> _PROMPT_
In the copy, include every entry exactly but none of its images.

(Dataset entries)
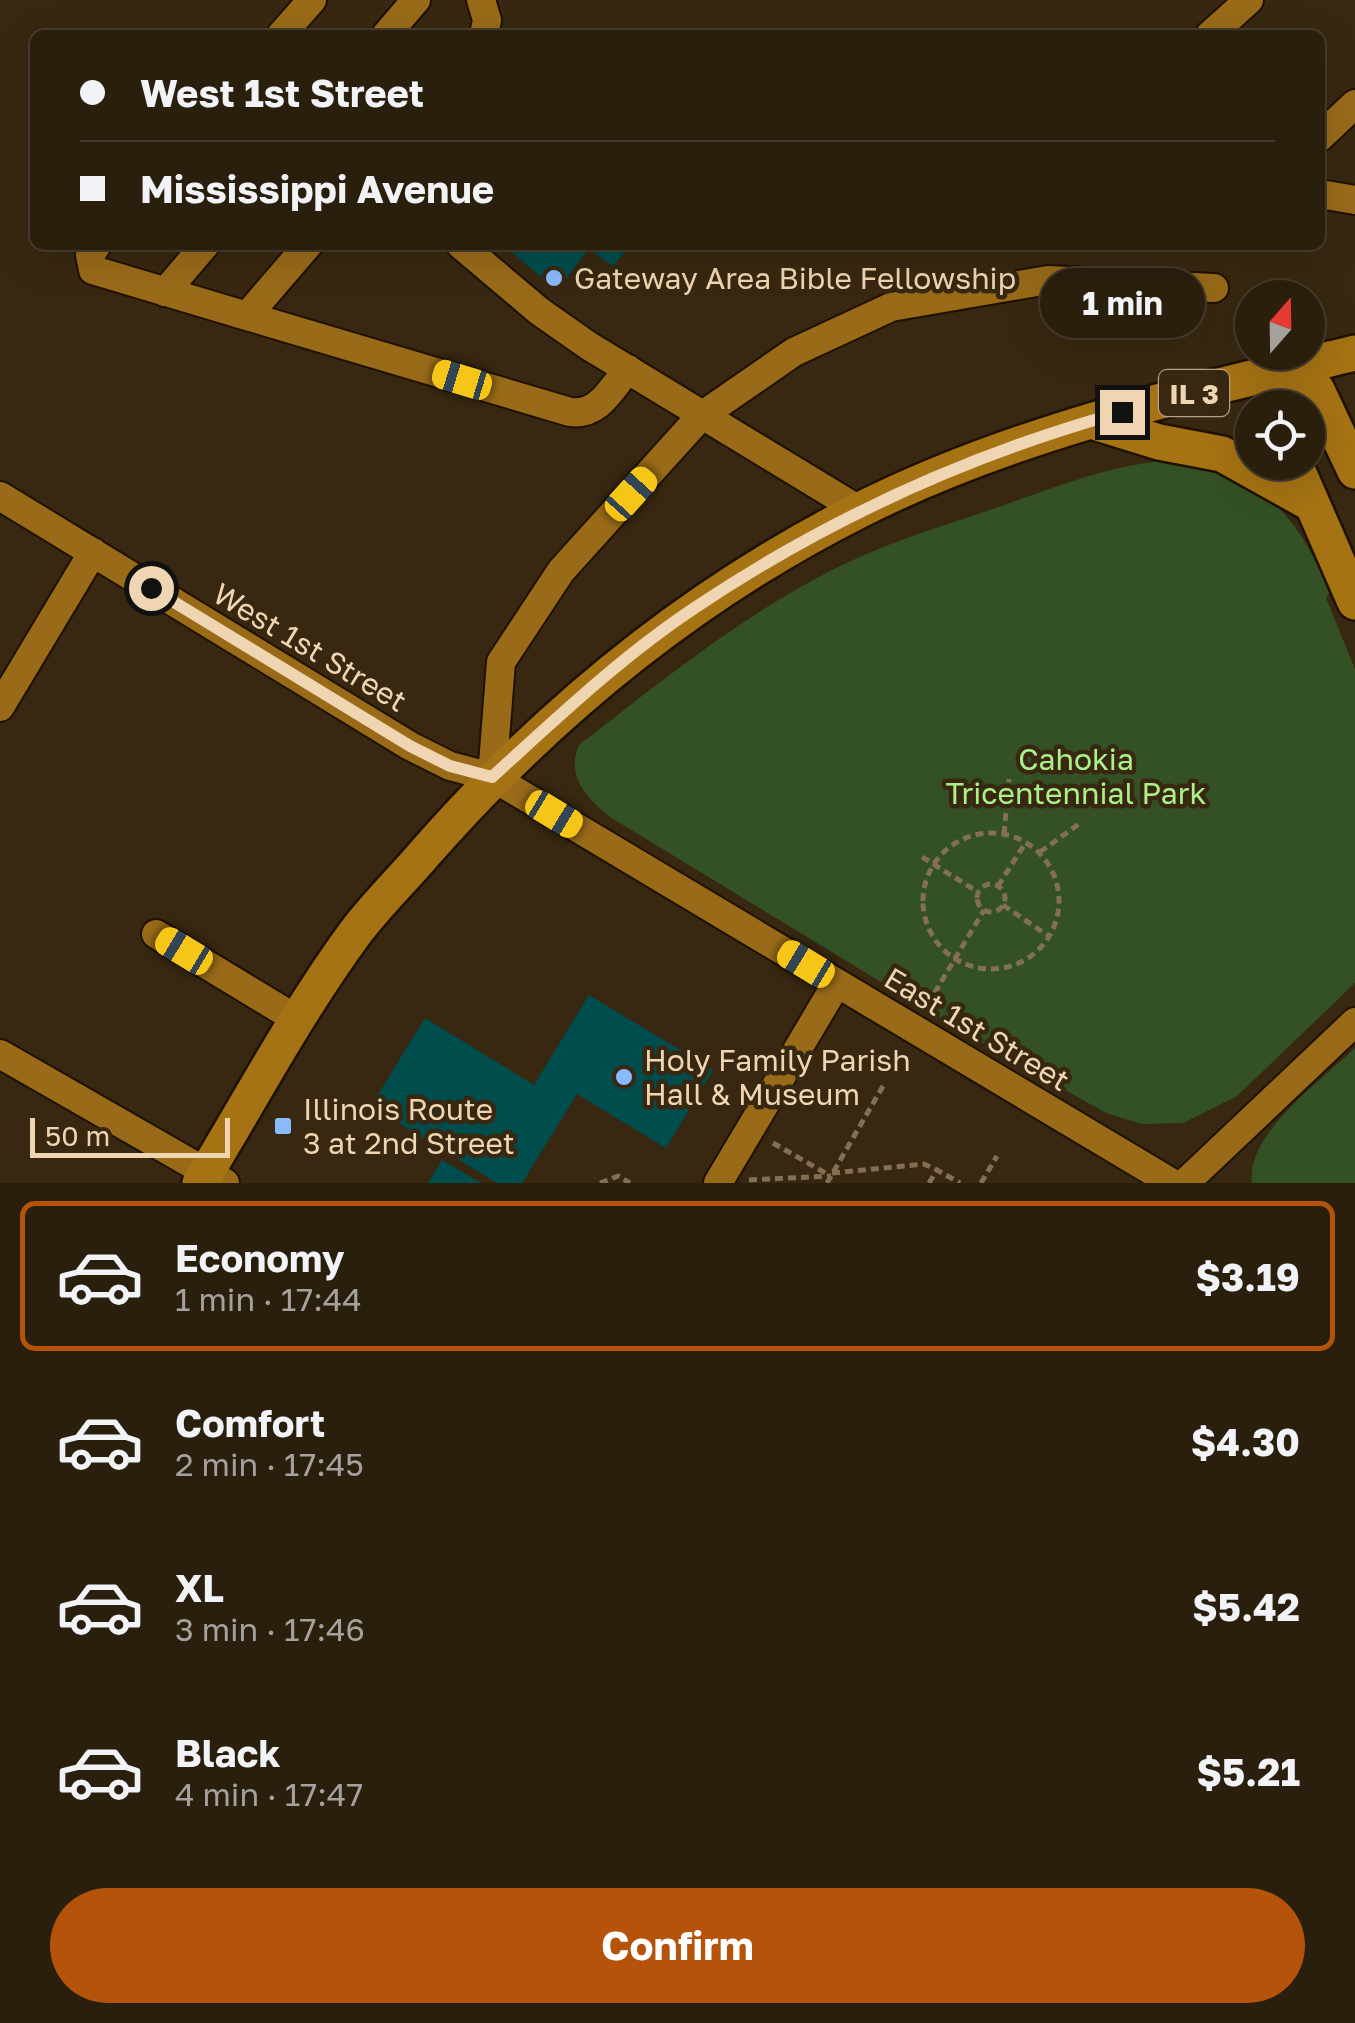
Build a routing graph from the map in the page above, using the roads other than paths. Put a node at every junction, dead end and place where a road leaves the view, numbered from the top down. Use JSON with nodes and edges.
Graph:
{"nodes":[{"id":1,"x":312,"y":0,"type":"edge"},
{"id":2,"x":416,"y":0,"type":"edge"},
{"id":3,"x":481,"y":0,"type":"edge"},
{"id":4,"x":1249,"y":0,"type":"edge"},
{"id":5,"x":285,"y":30,"type":"edge"},
{"id":6,"x":390,"y":30,"type":"edge"},
{"id":7,"x":485,"y":30,"type":"edge"},
{"id":8,"x":1216,"y":30,"type":"edge"},
{"id":9,"x":1355,"y":104,"type":"edge"},
{"id":10,"x":1325,"y":132,"type":"edge"},
{"id":11,"x":1325,"y":195,"type":"edge"},
{"id":12,"x":1355,"y":200,"type":"edge"},
{"id":13,"x":93,"y":250,"type":"edge"},
{"id":14,"x":202,"y":250,"type":"edge"},
{"id":15,"x":304,"y":250,"type":"edge"},
{"id":16,"x":467,"y":250,"type":"edge"},
{"id":17,"x":1214,"y":288,"type":"dead end"},
{"id":18,"x":165,"y":292,"type":"junction"},
{"id":19,"x":248,"y":316,"type":"junction"},
{"id":20,"x":1355,"y":353,"type":"edge"},
{"id":21,"x":1325,"y":360,"type":"edge"},
{"id":22,"x":628,"y":368,"type":"junction"},
{"id":23,"x":1286,"y":370,"type":"edge"},
{"id":24,"x":1300,"y":370,"type":"edge"},
{"id":25,"x":705,"y":414,"type":"junction"},
{"id":26,"x":1091,"y":421,"type":"junction"},
{"id":27,"x":1355,"y":472,"type":"edge"},
{"id":28,"x":1300,"y":480,"type":"edge"},
{"id":29,"x":0,"y":496,"type":"edge"},
{"id":30,"x":1308,"y":502,"type":"junction"},
{"id":31,"x":859,"y":510,"type":"junction"},
{"id":32,"x":93,"y":552,"type":"junction"},
{"id":33,"x":1355,"y":602,"type":"edge"},
{"id":34,"x":0,"y":707,"type":"edge"},
{"id":35,"x":492,"y":777,"type":"junction"},
{"id":36,"x":156,"y":934,"type":"dead end"},
{"id":37,"x":837,"y":983,"type":"junction"},
{"id":38,"x":298,"y":1020,"type":"junction"},
{"id":39,"x":1355,"y":1022,"type":"edge"},
{"id":40,"x":0,"y":1054,"type":"edge"},
{"id":41,"x":211,"y":1180,"type":"edge"},
{"id":42,"x":719,"y":1182,"type":"edge"},
{"id":43,"x":1172,"y":1183,"type":"edge"},
{"id":44,"x":1184,"y":1183,"type":"edge"}],
"edges":[{"from":1,"to":5,"type":"street"},
{"from":2,"to":6,"type":"street"},
{"from":3,"to":7,"type":"street"},
{"from":4,"to":8,"type":"street"},
{"from":9,"to":10,"type":"street"},
{"from":11,"to":12,"type":"street"},
{"from":13,"to":18,"type":"street"},
{"from":14,"to":18,"type":"street"},
{"from":15,"to":19,"type":"street"},
{"from":16,"to":22,"type":"street"},
{"from":17,"to":25,"type":"street"},
{"from":18,"to":19,"type":"street"},
{"from":19,"to":22,"type":"street"},
{"from":20,"to":21,"type":"main road","number":"IL 3"},
{"from":22,"to":25,"type":"street"},
{"from":23,"to":26,"type":"main road","number":"IL 3"},
{"from":24,"to":27,"type":"main road"},
{"from":25,"to":31,"type":"street"},
{"from":25,"to":35,"type":"street"},
{"from":26,"to":30,"type":"main road"},
{"from":26,"to":31,"type":"main road","number":"IL 3"},
{"from":28,"to":30,"type":"main road"},
{"from":29,"to":32,"type":"street","name":"West 1st Street"},
{"from":30,"to":33,"type":"main road"},
{"from":31,"to":35,"type":"main road","number":"IL 3"},
{"from":32,"to":34,"type":"street"},
{"from":32,"to":35,"type":"street","name":"West 1st Street"},
{"from":35,"to":37,"type":"street","name":"East 1st Street"},
{"from":35,"to":38,"type":"main road","number":"IL 3"},
{"from":36,"to":38,"type":"street"},
{"from":37,"to":42,"type":"street"},
{"from":37,"to":43,"type":"street","name":"East 1st Street"},
{"from":38,"to":41,"type":"main road","number":"IL 3"},
{"from":39,"to":44,"type":"street"},
{"from":40,"to":41,"type":"street"}]}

> _RESPONSE BELOW_
Build a routing graph from the map in the page above, using the roads other than paths. Put a node at every junction, dead end and place where a road leaves the view, numbered from the top down. Use JSON with nodes and edges.
Graph:
{"nodes":[{"id":1,"x":312,"y":0,"type":"edge"},
{"id":2,"x":416,"y":0,"type":"edge"},
{"id":3,"x":481,"y":0,"type":"edge"},
{"id":4,"x":1249,"y":0,"type":"edge"},
{"id":5,"x":285,"y":30,"type":"edge"},
{"id":6,"x":390,"y":30,"type":"edge"},
{"id":7,"x":485,"y":30,"type":"edge"},
{"id":8,"x":1216,"y":30,"type":"edge"},
{"id":9,"x":1355,"y":104,"type":"edge"},
{"id":10,"x":1325,"y":132,"type":"edge"},
{"id":11,"x":1325,"y":195,"type":"edge"},
{"id":12,"x":1355,"y":200,"type":"edge"},
{"id":13,"x":93,"y":250,"type":"edge"},
{"id":14,"x":202,"y":250,"type":"edge"},
{"id":15,"x":304,"y":250,"type":"edge"},
{"id":16,"x":467,"y":250,"type":"edge"},
{"id":17,"x":1214,"y":288,"type":"dead end"},
{"id":18,"x":165,"y":292,"type":"junction"},
{"id":19,"x":248,"y":316,"type":"junction"},
{"id":20,"x":1355,"y":353,"type":"edge"},
{"id":21,"x":1325,"y":360,"type":"edge"},
{"id":22,"x":628,"y":368,"type":"junction"},
{"id":23,"x":1286,"y":370,"type":"edge"},
{"id":24,"x":1300,"y":370,"type":"edge"},
{"id":25,"x":705,"y":414,"type":"junction"},
{"id":26,"x":1091,"y":421,"type":"junction"},
{"id":27,"x":1355,"y":472,"type":"edge"},
{"id":28,"x":1300,"y":480,"type":"edge"},
{"id":29,"x":0,"y":496,"type":"edge"},
{"id":30,"x":1308,"y":502,"type":"junction"},
{"id":31,"x":859,"y":510,"type":"junction"},
{"id":32,"x":93,"y":552,"type":"junction"},
{"id":33,"x":1355,"y":602,"type":"edge"},
{"id":34,"x":0,"y":707,"type":"edge"},
{"id":35,"x":492,"y":777,"type":"junction"},
{"id":36,"x":156,"y":934,"type":"dead end"},
{"id":37,"x":837,"y":983,"type":"junction"},
{"id":38,"x":298,"y":1020,"type":"junction"},
{"id":39,"x":1355,"y":1022,"type":"edge"},
{"id":40,"x":0,"y":1054,"type":"edge"},
{"id":41,"x":211,"y":1180,"type":"edge"},
{"id":42,"x":719,"y":1182,"type":"edge"},
{"id":43,"x":1172,"y":1183,"type":"edge"},
{"id":44,"x":1184,"y":1183,"type":"edge"}],
"edges":[{"from":1,"to":5,"type":"street"},
{"from":2,"to":6,"type":"street"},
{"from":3,"to":7,"type":"street"},
{"from":4,"to":8,"type":"street"},
{"from":9,"to":10,"type":"street"},
{"from":11,"to":12,"type":"street"},
{"from":13,"to":18,"type":"street"},
{"from":14,"to":18,"type":"street"},
{"from":15,"to":19,"type":"street"},
{"from":16,"to":22,"type":"street"},
{"from":17,"to":25,"type":"street"},
{"from":18,"to":19,"type":"street"},
{"from":19,"to":22,"type":"street"},
{"from":20,"to":21,"type":"main road","number":"IL 3"},
{"from":22,"to":25,"type":"street"},
{"from":23,"to":26,"type":"main road","number":"IL 3"},
{"from":24,"to":27,"type":"main road"},
{"from":25,"to":31,"type":"street"},
{"from":25,"to":35,"type":"street"},
{"from":26,"to":30,"type":"main road"},
{"from":26,"to":31,"type":"main road","number":"IL 3"},
{"from":28,"to":30,"type":"main road"},
{"from":29,"to":32,"type":"street","name":"West 1st Street"},
{"from":30,"to":33,"type":"main road"},
{"from":31,"to":35,"type":"main road","number":"IL 3"},
{"from":32,"to":34,"type":"street"},
{"from":32,"to":35,"type":"street","name":"West 1st Street"},
{"from":35,"to":37,"type":"street","name":"East 1st Street"},
{"from":35,"to":38,"type":"main road","number":"IL 3"},
{"from":36,"to":38,"type":"street"},
{"from":37,"to":42,"type":"street"},
{"from":37,"to":43,"type":"street","name":"East 1st Street"},
{"from":38,"to":41,"type":"main road","number":"IL 3"},
{"from":39,"to":44,"type":"street"},
{"from":40,"to":41,"type":"street"}]}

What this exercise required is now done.